First, physicians must be educated on providing patients with adequate non-addictive alternatives to manage pain. Even when Ibuprofen would be sufficient, doctors may write opioid prescriptions because that’s the approach they learned in medical school or residency. Changing these habits is not as simple as changing prescribing guidelines. It will require comprehensive reeducation and engagement of our providers at multiple touchpoints, including continuing medical education, health care organization efforts and peer mentorships.
Second, private sector health insurers also have a role to play. As an example Cigna, a company that is demonstrating real leadership in the fight against the opioid epidemic, recently announced that it achieved a 25% reduction in opioid use among its customers. The gains were achieved through collaboration with 1.1 million prescribing clinicians using an integrated analysis of pharmacy, medical, and mental health benefits to personalize the level of customer care.
“One patient at a time, we were able to create a feedback loop that educated physicians on their own prescribing patterns,” David Cordani, Cigna’s CEO, told me. “Our analysis flagged where patients may have been more likely to overuse opioids. It takes visibility on all touchpoints of care — hospitals, doctors, dentists, pharmacists, and mental health professionals — to rush interventions to those at risk, and to help prevent people from becoming at risk at all. That complete picture is key.”

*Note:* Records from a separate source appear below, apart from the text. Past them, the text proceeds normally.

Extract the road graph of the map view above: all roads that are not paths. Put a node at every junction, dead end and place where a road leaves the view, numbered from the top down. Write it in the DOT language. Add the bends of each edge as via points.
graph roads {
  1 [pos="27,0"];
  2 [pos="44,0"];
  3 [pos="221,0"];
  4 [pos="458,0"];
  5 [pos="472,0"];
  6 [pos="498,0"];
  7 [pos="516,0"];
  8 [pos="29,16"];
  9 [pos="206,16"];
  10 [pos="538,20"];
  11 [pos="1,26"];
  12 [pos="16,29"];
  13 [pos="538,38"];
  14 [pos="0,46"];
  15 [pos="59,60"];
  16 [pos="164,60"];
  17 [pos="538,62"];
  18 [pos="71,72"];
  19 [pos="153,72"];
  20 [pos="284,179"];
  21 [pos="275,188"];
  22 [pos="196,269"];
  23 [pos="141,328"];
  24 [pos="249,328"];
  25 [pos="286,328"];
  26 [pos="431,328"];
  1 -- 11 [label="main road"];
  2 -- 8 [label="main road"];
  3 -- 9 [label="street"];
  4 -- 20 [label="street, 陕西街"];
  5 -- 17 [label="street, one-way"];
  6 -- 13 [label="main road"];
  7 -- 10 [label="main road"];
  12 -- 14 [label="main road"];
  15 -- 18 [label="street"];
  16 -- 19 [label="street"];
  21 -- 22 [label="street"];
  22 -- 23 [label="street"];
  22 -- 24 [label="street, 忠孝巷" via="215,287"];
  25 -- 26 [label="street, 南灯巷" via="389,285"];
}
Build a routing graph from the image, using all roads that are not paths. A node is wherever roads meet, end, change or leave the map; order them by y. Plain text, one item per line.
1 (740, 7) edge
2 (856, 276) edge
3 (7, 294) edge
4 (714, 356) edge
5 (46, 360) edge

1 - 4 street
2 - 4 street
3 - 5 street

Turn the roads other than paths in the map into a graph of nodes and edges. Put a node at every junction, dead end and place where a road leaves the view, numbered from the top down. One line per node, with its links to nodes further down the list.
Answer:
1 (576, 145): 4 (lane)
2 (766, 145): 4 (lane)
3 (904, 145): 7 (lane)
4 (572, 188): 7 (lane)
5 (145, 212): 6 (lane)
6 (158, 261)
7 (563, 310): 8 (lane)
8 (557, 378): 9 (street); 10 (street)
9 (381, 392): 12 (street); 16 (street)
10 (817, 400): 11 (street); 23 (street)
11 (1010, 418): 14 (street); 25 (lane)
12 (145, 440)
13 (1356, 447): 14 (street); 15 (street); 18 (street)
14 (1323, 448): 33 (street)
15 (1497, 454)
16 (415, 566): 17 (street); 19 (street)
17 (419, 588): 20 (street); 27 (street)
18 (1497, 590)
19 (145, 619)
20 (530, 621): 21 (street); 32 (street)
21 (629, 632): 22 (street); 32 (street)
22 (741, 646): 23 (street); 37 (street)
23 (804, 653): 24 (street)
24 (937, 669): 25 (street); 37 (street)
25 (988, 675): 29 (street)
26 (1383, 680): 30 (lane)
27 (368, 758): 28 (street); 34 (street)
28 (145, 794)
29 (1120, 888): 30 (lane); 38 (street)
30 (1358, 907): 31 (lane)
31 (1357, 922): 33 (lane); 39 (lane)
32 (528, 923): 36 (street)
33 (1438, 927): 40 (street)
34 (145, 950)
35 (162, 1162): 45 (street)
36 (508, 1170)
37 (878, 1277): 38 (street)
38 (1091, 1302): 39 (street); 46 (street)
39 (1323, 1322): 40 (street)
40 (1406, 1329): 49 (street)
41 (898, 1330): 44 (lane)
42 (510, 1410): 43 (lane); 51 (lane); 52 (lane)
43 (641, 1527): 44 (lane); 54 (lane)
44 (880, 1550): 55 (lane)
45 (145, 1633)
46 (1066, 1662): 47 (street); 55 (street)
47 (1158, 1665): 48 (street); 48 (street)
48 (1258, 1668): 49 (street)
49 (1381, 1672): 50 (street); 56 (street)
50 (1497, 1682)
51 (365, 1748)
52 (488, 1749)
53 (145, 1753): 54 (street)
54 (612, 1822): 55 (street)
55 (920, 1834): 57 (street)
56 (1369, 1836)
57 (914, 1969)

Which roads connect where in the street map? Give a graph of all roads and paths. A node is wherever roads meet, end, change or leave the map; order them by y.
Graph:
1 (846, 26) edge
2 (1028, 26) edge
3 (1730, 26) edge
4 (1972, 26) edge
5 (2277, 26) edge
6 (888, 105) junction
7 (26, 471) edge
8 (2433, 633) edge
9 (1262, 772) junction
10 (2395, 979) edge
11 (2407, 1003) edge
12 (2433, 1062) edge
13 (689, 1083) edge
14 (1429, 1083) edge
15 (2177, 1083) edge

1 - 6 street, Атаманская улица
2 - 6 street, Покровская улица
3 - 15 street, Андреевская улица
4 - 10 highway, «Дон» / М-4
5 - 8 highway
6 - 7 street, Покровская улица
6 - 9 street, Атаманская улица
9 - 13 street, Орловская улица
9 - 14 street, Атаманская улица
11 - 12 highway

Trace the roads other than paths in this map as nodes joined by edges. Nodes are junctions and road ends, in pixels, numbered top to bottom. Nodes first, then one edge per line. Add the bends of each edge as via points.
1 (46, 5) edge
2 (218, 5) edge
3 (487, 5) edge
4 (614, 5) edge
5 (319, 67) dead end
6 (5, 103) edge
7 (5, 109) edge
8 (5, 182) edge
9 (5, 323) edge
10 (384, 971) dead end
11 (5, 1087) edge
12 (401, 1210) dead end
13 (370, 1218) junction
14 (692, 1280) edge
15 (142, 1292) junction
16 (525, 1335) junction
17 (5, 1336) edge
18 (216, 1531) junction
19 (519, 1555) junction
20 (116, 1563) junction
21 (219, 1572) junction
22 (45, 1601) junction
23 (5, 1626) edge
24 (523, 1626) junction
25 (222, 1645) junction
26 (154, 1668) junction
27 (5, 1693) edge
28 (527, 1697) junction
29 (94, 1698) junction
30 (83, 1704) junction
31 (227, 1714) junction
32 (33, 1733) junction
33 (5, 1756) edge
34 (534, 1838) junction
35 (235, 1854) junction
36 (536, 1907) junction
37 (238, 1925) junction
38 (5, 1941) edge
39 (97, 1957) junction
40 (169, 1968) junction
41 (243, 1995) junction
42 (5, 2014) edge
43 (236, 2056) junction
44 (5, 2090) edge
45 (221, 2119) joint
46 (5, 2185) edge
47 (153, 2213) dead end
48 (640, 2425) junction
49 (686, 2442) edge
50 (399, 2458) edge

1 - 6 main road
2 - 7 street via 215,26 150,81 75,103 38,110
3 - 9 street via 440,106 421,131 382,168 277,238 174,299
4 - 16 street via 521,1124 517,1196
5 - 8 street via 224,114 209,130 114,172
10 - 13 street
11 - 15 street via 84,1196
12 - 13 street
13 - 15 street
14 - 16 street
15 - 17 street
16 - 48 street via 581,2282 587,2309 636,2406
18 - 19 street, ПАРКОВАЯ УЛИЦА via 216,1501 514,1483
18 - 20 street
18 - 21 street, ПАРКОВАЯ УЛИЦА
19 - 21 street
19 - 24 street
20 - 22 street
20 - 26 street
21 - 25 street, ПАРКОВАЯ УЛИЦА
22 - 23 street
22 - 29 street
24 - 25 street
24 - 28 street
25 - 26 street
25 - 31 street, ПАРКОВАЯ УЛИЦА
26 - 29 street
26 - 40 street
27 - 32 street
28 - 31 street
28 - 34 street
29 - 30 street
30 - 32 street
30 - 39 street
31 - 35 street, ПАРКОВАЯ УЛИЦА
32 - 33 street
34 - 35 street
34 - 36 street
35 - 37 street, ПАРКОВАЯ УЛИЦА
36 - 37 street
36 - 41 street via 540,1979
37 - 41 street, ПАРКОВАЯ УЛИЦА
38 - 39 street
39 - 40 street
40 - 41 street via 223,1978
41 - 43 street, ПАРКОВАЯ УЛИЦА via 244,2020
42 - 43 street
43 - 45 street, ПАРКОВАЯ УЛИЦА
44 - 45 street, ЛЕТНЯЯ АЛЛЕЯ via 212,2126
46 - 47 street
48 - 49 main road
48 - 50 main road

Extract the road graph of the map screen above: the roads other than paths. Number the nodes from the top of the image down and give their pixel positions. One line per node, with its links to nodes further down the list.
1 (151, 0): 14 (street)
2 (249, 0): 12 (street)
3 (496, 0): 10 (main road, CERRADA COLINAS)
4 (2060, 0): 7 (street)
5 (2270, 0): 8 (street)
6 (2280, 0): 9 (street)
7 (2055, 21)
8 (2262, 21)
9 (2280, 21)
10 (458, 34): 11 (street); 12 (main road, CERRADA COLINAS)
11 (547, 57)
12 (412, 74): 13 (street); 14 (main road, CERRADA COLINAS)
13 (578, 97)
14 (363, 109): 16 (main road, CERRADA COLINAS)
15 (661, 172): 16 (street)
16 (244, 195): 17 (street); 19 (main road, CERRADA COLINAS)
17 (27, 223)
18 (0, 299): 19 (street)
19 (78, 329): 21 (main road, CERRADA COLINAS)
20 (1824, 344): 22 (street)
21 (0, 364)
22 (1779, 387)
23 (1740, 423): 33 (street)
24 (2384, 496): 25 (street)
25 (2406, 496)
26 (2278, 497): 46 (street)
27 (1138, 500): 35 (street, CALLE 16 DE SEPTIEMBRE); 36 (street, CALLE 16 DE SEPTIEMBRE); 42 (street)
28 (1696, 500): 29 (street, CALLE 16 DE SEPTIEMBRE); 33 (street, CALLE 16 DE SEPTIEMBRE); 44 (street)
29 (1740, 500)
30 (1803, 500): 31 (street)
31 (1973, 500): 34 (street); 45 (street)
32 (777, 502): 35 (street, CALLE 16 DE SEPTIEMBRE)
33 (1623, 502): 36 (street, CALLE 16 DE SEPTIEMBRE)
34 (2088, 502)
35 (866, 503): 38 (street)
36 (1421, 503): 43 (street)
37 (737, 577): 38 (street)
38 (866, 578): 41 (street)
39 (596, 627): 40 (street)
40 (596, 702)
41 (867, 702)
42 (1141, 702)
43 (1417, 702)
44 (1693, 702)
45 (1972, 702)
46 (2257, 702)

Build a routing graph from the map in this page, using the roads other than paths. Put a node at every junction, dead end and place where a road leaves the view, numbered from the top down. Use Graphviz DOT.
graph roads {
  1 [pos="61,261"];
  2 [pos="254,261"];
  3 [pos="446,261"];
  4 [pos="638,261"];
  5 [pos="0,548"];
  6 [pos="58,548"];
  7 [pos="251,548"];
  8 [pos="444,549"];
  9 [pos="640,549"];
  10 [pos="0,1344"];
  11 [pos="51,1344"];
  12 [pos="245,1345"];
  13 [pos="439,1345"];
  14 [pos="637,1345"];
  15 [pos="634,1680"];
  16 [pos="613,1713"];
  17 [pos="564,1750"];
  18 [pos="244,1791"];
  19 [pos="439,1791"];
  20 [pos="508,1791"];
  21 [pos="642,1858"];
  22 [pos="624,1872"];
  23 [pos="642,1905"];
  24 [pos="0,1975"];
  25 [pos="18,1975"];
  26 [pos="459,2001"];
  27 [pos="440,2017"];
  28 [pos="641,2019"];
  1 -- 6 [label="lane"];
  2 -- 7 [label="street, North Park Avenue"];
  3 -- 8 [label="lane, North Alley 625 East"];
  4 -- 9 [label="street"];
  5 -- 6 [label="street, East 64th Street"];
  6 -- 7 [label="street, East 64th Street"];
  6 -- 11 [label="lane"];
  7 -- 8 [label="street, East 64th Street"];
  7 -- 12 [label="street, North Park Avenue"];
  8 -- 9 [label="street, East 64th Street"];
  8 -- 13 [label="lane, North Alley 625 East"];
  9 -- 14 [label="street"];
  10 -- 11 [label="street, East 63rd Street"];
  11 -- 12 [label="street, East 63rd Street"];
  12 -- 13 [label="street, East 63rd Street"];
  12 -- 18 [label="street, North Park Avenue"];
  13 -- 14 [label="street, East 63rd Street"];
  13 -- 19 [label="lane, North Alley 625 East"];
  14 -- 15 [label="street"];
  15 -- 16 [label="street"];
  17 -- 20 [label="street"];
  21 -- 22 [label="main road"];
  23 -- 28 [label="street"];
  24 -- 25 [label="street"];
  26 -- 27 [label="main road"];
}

Third, lawmakers must work to change federal reimbursement rates that incentivize opioid prescribing over non-addictive alternatives. As the House Ways and Means Committee explained in a bipartisan report on the opioid epidemic, “Studies have demonstrated that a number of non-opioid treatment options (e.g., non-opioid analgesics, acupuncture, physical therapy, etc.) can be just as effective as opioids in treating chronic pain — if not more so. But Medicare and other payers often do not cover these alternatives to the same degree as opioid treatments or may not cover them at all.”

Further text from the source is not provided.